ABOUT THIS TASK: Please output all the entries word for word, without the pictures.

RECORDS FOR THIS EXERCISE:
● ● ● ● ● ● ●

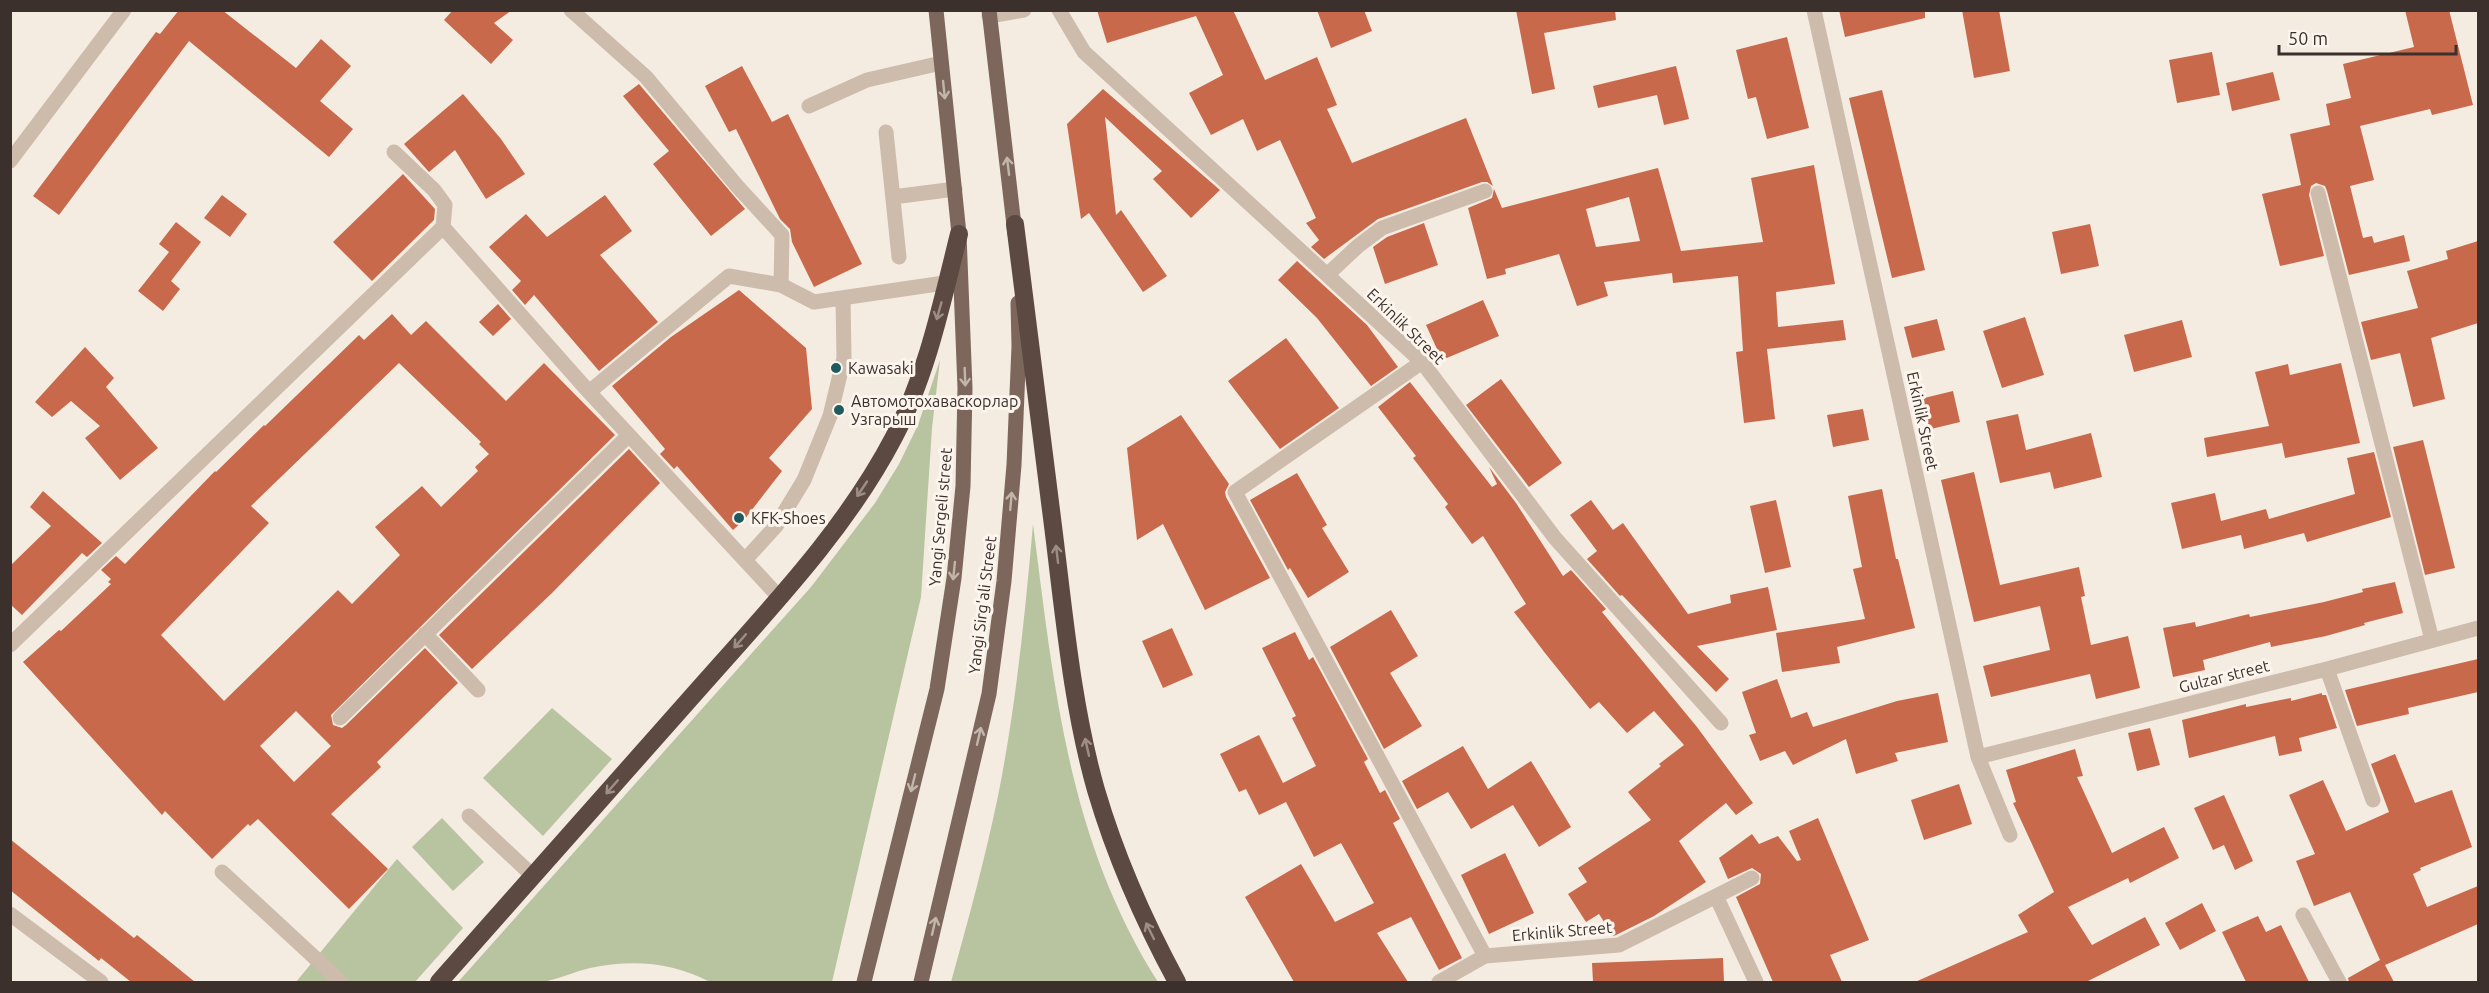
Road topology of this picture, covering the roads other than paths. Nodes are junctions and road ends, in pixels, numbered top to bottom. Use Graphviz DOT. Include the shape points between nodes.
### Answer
graph roads {
  1 [pos="124,10"];
  2 [pos="571,10"];
  3 [pos="936,10"];
  4 [pos="1024,10"];
  5 [pos="1059,10"];
  6 [pos="1814,10"];
  7 [pos="989,13"];
  8 [pos="941,63"];
  9 [pos="809,106"];
  10 [pos="886,132"];
  11 [pos="394,152"];
  12 [pos="10,161"];
  13 [pos="955,189"];
  14 [pos="1485,191"];
  15 [pos="2318,193"];
  16 [pos="893,197"];
  17 [pos="1015,224"];
  18 [pos="443,227"];
  19 [pos="959,234"];
  20 [pos="899,258"];
  21 [pos="1327,275"];
  22 [pos="954,282"];
  23 [pos="781,285"];
  24 [pos="843,298"];
  25 [pos="1422,362"];
  26 [pos="589,392"];
  27 [pos="628,435"];
  28 [pos="745,560"];
  29 [pos="779,597"];
  30 [pos="2478,628"];
  31 [pos="425,634"];
  32 [pos="2432,640"];
  33 [pos="10,645"];
  34 [pos="2327,669"];
  35 [pos="478,690"];
  36 [pos="340,718"];
  37 [pos="1721,723"];
  38 [pos="1977,757"];
  39 [pos="2373,800"];
  40 [pos="469,816"];
  41 [pos="2010,835"];
  42 [pos="222,872"];
  43 [pos="533,876"];
  44 [pos="1752,878"];
  45 [pos="1716,896"];
  46 [pos="10,914"];
  47 [pos="2303,915"];
  48 [pos="1485,956"];
  49 [pos="101,982"];
  50 [pos="341,982"];
  51 [pos="440,982"];
  52 [pos="864,982"];
  53 [pos="921,982"];
  54 [pos="1177,982"];
  55 [pos="1439,982"];
  56 [pos="1756,982"];
  57 [pos="2339,982"];
  1 -- 12 [label="street"];
  2 -- 23 [label="street" via="646,77 782,235"];
  3 -- 8 [label="main road"];
  4 -- 7 [label="street"];
  5 -- 21 [label="street, Erkinlik Street" via="1084,52"];
  6 -- 38 [label="street, Erkinlik Street"];
  17 -- 7 [label="main road, one-way"];
  8 -- 9 [label="street" via="867,80"];
  8 -- 13 [label="main road, one-way"];
  10 -- 16 [label="street"];
  11 -- 18 [label="street" via="445,205"];
  13 -- 16 [label="street"];
  13 -- 19 [label="main road"];
  14 -- 21 [label="street" via="1382,228"];
  15 -- 32 [label="street"];
  16 -- 20 [label="street"];
  53 -- 17 [label="main road, Yangi Sirg'ali Street, one-way" via="989,694 1004,581 1019,346"];
  54 -- 17 [label="highway, one-way" via="1123,871 1096,789 1084,736 1061,590"];
  18 -- 26 [label="street"];
  18 -- 33 [label="street"];
  19 -- 22 [label="highway"];
  21 -- 25 [label="street, Erkinlik Street"];
  22 -- 24 [label="street"];
  22 -- 29 [label="highway, one-way" via="895,437 848,510"];
  22 -- 52 [label="main road, Yangi Sergeli street, one-way" via="965,388 963,476 954,578 937,689"];
  23 -- 24 [label="street" via="814,302"];
  23 -- 26 [label="street" via="729,276"];
  24 -- 28 [label="street" via="844,358 830,416 804,480 776,526"];
  25 -- 37 [label="street, Erkinlik Street" via="1555,538"];
  25 -- 48 [label="street" via="1235,492"];
  26 -- 27 [label="street"];
  27 -- 28 [label="street"];
  27 -- 31 [label="street"];
  28 -- 29 [label="street"];
  29 -- 43 [label="highway, one-way"];
  30 -- 32 [label="street, Gulzar street"];
  31 -- 35 [label="street"];
  31 -- 36 [label="street"];
  32 -- 34 [label="street, Gulzar street"];
  34 -- 38 [label="street, Gulzar street"];
  34 -- 39 [label="street"];
  38 -- 41 [label="street, Erkinlik Street"];
  40 -- 43 [label="street"];
  42 -- 50 [label="street"];
  43 -- 51 [label="highway"];
  44 -- 45 [label="street, Erkinlik Street"];
  45 -- 48 [label="street, Erkinlik Street" via="1619,945"];
  45 -- 56 [label="street"];
  46 -- 49 [label="street"];
  47 -- 57 [label="street"];
  48 -- 55 [label="street, Erkinlik Street"];
}
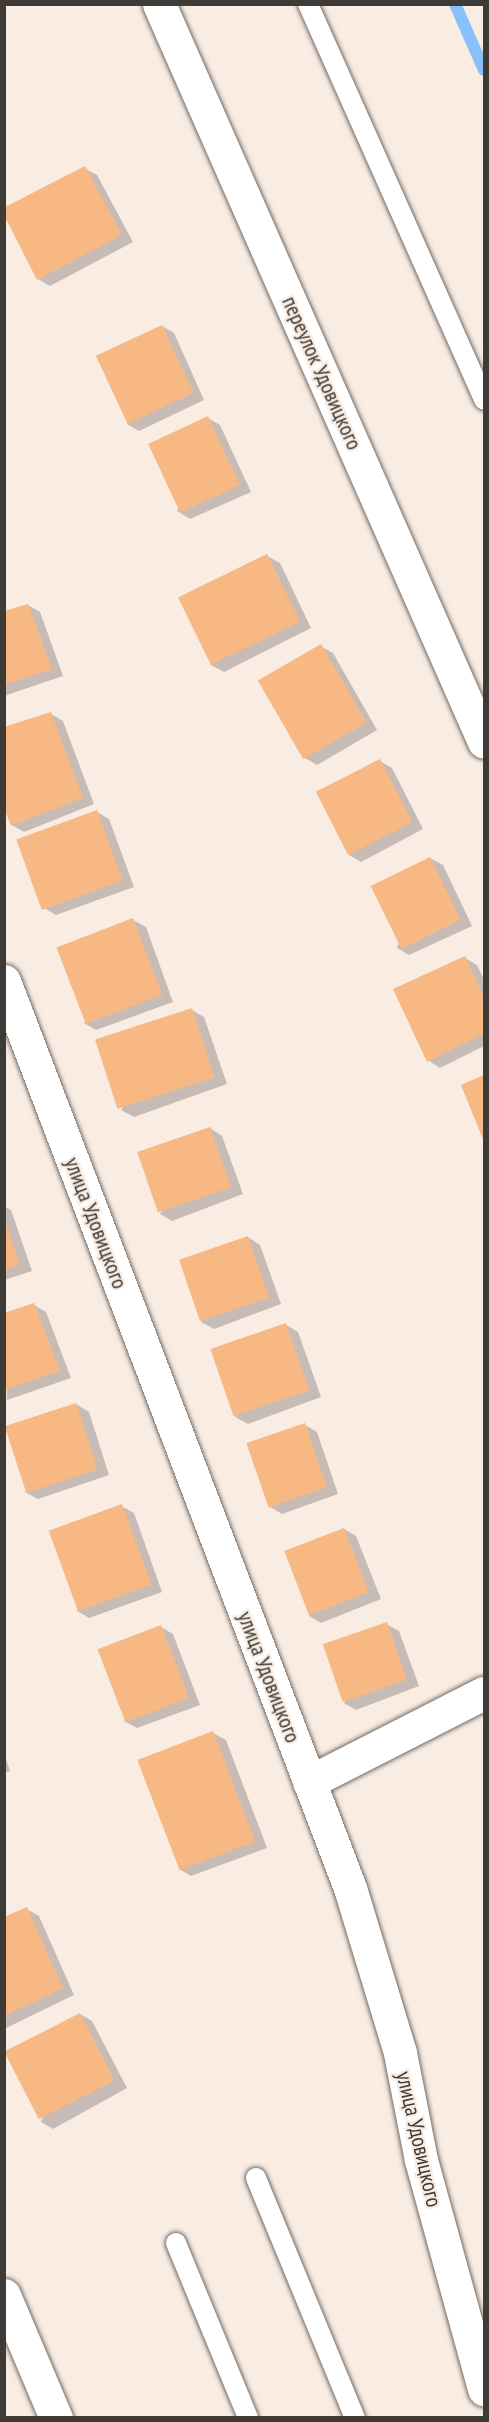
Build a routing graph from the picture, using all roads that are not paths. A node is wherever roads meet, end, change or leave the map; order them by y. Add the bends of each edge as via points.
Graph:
1 (159, 4) edge
2 (308, 4) edge
3 (484, 400) edge
4 (484, 742) edge
5 (4, 981) edge
6 (484, 1693) edge
7 (309, 1782) junction
8 (256, 2178) dead end
9 (177, 2243) dead end
10 (4, 2295) edge
11 (484, 2389) edge
12 (56, 2418) edge
13 (248, 2418) edge
14 (355, 2418) edge

1 - 4 street, переулок Удовицкого
2 - 3 lane
5 - 7 street, улица Удовицкого
6 - 7 street
7 - 11 street, улица Удовицкого via 350,1888 400,2053 421,2160
8 - 14 lane
9 - 13 lane
10 - 12 street

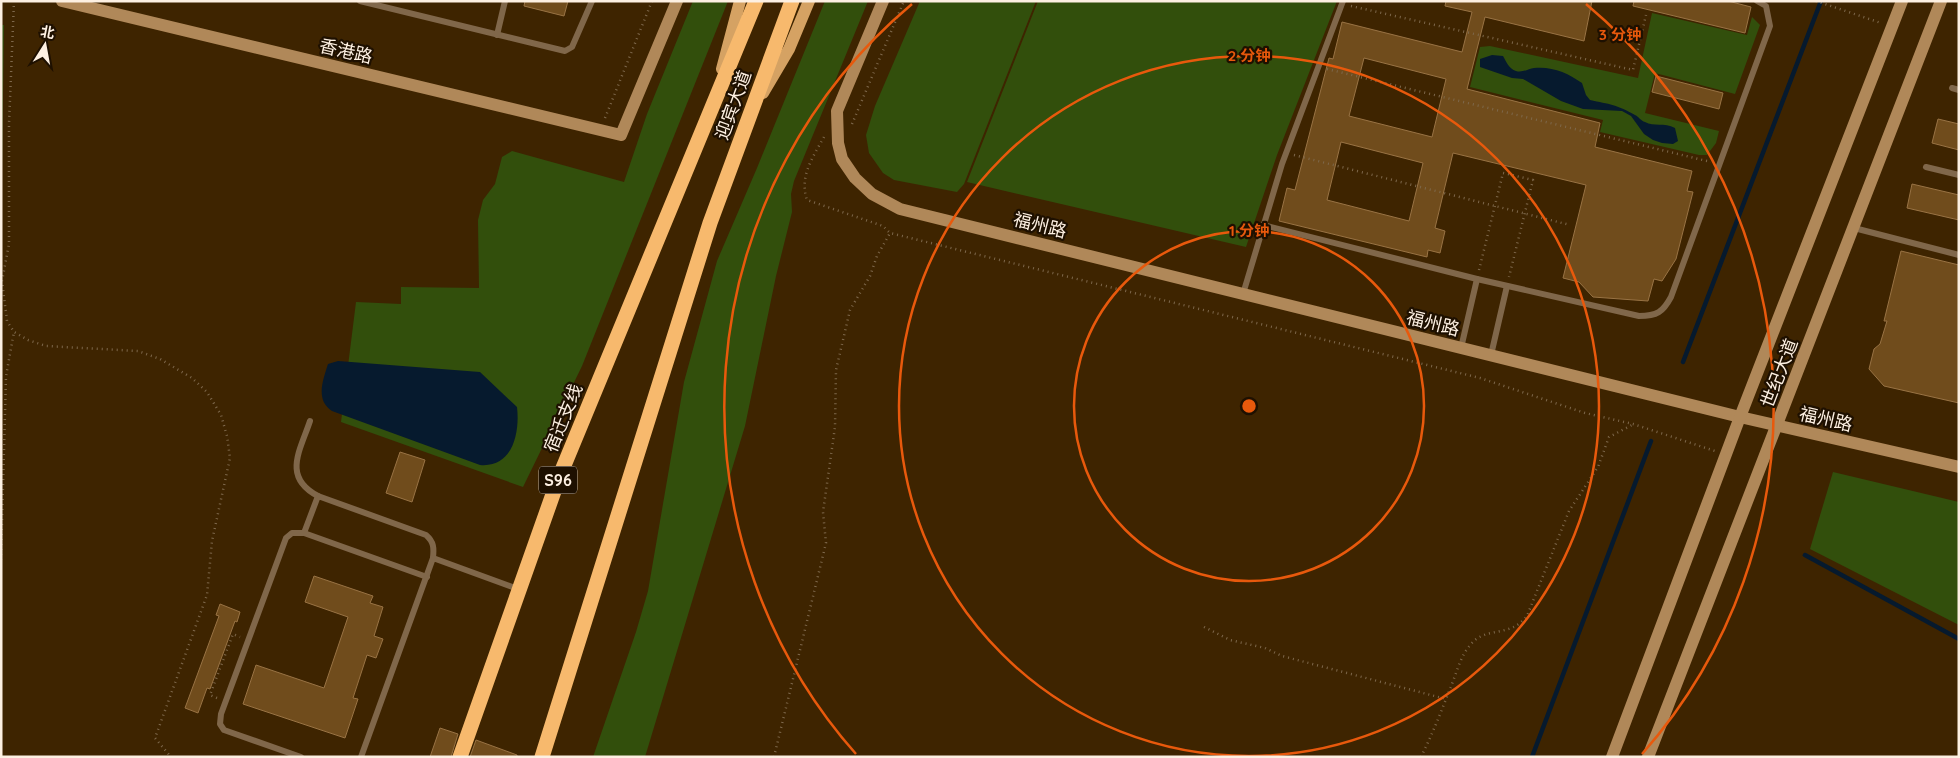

● ● ● ● ● ● ●

RESPONSE AREA:
Road topology of this picture, covering the roads other than paths. Nodes are junctions and road ends, in pixels, numbered top to bottom. Use Graphviz DOT. Include the shape points between nodes.
### Answer
graph roads {
  1 [pos="124,10"];
  2 [pos="571,10"];
  3 [pos="936,10"];
  4 [pos="1024,10"];
  5 [pos="1059,10"];
  6 [pos="1814,10"];
  7 [pos="989,13"];
  8 [pos="941,63"];
  9 [pos="809,106"];
  10 [pos="886,132"];
  11 [pos="394,152"];
  12 [pos="10,161"];
  13 [pos="955,189"];
  14 [pos="1485,191"];
  15 [pos="2318,193"];
  16 [pos="893,197"];
  17 [pos="1015,224"];
  18 [pos="443,227"];
  19 [pos="959,234"];
  20 [pos="899,258"];
  21 [pos="1327,275"];
  22 [pos="954,282"];
  23 [pos="781,285"];
  24 [pos="843,298"];
  25 [pos="1422,362"];
  26 [pos="589,392"];
  27 [pos="628,435"];
  28 [pos="745,560"];
  29 [pos="779,597"];
  30 [pos="2478,628"];
  31 [pos="425,634"];
  32 [pos="2432,640"];
  33 [pos="10,645"];
  34 [pos="2327,669"];
  35 [pos="478,690"];
  36 [pos="340,718"];
  37 [pos="1721,723"];
  38 [pos="1977,757"];
  39 [pos="2373,800"];
  40 [pos="469,816"];
  41 [pos="2010,835"];
  42 [pos="222,872"];
  43 [pos="533,876"];
  44 [pos="1752,878"];
  45 [pos="1716,896"];
  46 [pos="10,914"];
  47 [pos="2303,915"];
  48 [pos="1485,956"];
  49 [pos="101,982"];
  50 [pos="341,982"];
  51 [pos="440,982"];
  52 [pos="864,982"];
  53 [pos="921,982"];
  54 [pos="1177,982"];
  55 [pos="1439,982"];
  56 [pos="1756,982"];
  57 [pos="2339,982"];
  1 -- 12 [label="street"];
  2 -- 23 [label="street" via="646,77 782,235"];
  3 -- 8 [label="main road"];
  4 -- 7 [label="street"];
  5 -- 21 [label="street, Erkinlik Street" via="1084,52"];
  6 -- 38 [label="street, Erkinlik Street"];
  17 -- 7 [label="main road, one-way"];
  8 -- 9 [label="street" via="867,80"];
  8 -- 13 [label="main road, one-way"];
  10 -- 16 [label="street"];
  11 -- 18 [label="street" via="445,205"];
  13 -- 16 [label="street"];
  13 -- 19 [label="main road"];
  14 -- 21 [label="street" via="1382,228"];
  15 -- 32 [label="street"];
  16 -- 20 [label="street"];
  53 -- 17 [label="main road, Yangi Sirg'ali Street, one-way" via="989,694 1004,581 1019,346"];
  54 -- 17 [label="highway, one-way" via="1123,871 1096,789 1084,736 1061,590"];
  18 -- 26 [label="street"];
  18 -- 33 [label="street"];
  19 -- 22 [label="highway"];
  21 -- 25 [label="street, Erkinlik Street"];
  22 -- 24 [label="street"];
  22 -- 29 [label="highway, one-way" via="895,437 848,510"];
  22 -- 52 [label="main road, Yangi Sergeli street, one-way" via="965,388 963,476 954,578 937,689"];
  23 -- 24 [label="street" via="814,302"];
  23 -- 26 [label="street" via="729,276"];
  24 -- 28 [label="street" via="844,358 830,416 804,480 776,526"];
  25 -- 37 [label="street, Erkinlik Street" via="1555,538"];
  25 -- 48 [label="street" via="1235,492"];
  26 -- 27 [label="street"];
  27 -- 28 [label="street"];
  27 -- 31 [label="street"];
  28 -- 29 [label="street"];
  29 -- 43 [label="highway, one-way"];
  30 -- 32 [label="street, Gulzar street"];
  31 -- 35 [label="street"];
  31 -- 36 [label="street"];
  32 -- 34 [label="street, Gulzar street"];
  34 -- 38 [label="street, Gulzar street"];
  34 -- 39 [label="street"];
  38 -- 41 [label="street, Erkinlik Street"];
  40 -- 43 [label="street"];
  42 -- 50 [label="street"];
  43 -- 51 [label="highway"];
  44 -- 45 [label="street, Erkinlik Street"];
  45 -- 48 [label="street, Erkinlik Street" via="1619,945"];
  45 -- 56 [label="street"];
  46 -- 49 [label="street"];
  47 -- 57 [label="street"];
  48 -- 55 [label="street, Erkinlik Street"];
}
Build a routing graph from the picture, using all roads that are not paths. A node is wherever roads meet, end, change or leave the map; order them by y. Add the bends of each edge as via points.
Graph:
1 (159, 4) edge
2 (308, 4) edge
3 (484, 400) edge
4 (484, 742) edge
5 (4, 981) edge
6 (484, 1693) edge
7 (309, 1782) junction
8 (256, 2178) dead end
9 (177, 2243) dead end
10 (4, 2295) edge
11 (484, 2389) edge
12 (56, 2418) edge
13 (248, 2418) edge
14 (355, 2418) edge

1 - 4 street, переулок Удовицкого
2 - 3 lane
5 - 7 street, улица Удовицкого
6 - 7 street
7 - 11 street, улица Удовицкого via 350,1888 400,2053 421,2160
8 - 14 lane
9 - 13 lane
10 - 12 street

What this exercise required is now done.